Intel's memory joint venture with STMicroelectonics, and future Micron acquisition, Numonyx, today announced two new phase-change memory (PCM) products aimed at replacing DRAM and NOR memory used in PCs and other consumer devices. The new embedded memory chips will be marketed under the Omneo brand as a "one-device solution" that will offer write speeds 300 times faster than flash, along with ten times more write endurance.

PCM works by storing data in small cells of chalcogenide, a special compound that can change physical states between crystalline and amorphous with the application of heat. It is "RAM-like" in that bits can be changed individually, not only in blocks as is required by NAND and NOR, yet it is non-volatile so power isn't required to keep the data in memory. This also means phase-change memory will be much more efficient as it doesn't need continuous power to function.

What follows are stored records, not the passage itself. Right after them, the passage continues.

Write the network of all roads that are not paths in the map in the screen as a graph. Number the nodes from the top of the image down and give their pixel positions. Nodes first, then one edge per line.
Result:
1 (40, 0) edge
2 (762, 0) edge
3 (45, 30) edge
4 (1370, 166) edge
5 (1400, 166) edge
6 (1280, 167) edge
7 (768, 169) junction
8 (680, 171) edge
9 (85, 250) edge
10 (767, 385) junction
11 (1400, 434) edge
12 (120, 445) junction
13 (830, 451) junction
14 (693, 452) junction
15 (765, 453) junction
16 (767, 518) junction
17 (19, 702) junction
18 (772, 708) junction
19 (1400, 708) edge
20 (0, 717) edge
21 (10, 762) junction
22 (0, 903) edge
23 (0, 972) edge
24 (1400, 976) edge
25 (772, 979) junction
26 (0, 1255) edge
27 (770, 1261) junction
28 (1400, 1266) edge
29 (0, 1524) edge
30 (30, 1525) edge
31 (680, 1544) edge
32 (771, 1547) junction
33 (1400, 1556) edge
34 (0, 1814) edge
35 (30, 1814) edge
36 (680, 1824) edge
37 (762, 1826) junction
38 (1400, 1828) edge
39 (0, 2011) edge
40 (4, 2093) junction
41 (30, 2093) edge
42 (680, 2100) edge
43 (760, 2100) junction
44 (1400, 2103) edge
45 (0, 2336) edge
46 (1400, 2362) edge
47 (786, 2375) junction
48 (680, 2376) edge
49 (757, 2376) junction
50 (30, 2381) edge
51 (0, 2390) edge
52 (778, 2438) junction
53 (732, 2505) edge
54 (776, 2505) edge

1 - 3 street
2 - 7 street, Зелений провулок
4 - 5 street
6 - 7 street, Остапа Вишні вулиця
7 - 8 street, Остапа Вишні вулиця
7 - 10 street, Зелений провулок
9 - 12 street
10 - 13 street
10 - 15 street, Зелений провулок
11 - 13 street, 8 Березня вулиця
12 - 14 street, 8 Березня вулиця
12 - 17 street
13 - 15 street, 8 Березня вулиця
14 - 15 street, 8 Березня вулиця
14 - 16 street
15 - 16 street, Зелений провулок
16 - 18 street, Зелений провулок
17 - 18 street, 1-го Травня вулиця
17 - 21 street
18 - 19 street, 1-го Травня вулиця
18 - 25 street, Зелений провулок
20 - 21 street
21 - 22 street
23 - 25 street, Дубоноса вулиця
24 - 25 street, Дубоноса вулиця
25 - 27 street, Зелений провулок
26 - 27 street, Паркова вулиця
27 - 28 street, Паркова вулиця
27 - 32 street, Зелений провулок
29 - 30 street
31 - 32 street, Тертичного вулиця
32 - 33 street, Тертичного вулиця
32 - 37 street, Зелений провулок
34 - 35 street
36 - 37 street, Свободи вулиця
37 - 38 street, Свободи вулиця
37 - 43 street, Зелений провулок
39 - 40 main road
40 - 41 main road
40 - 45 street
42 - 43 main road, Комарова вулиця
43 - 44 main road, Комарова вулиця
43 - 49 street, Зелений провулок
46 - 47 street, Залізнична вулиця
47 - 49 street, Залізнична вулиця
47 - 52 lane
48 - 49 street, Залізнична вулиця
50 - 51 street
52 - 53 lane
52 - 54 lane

The Omneo P5Q PCM and P8P PCM are both 90nm, 128Mbit parts, with the first using the newer serial peripheral interface, and the second the older but more established parallel NOR. They are said to support one million write cycles, or around times more than the high-end, single-level cell NAND flash memory used in enterprise-class SSDs. That said, Numonyx still hasn't developed a NAND interface part and even when it does it believes PCM will compliment – not replace – NAND flash by acting as cache in the controller in order to speed I/O for data writes.

Numonyx did not reveal a suggested retail price, saying only that their products will have a premium over existing memory chips until volume ramps up.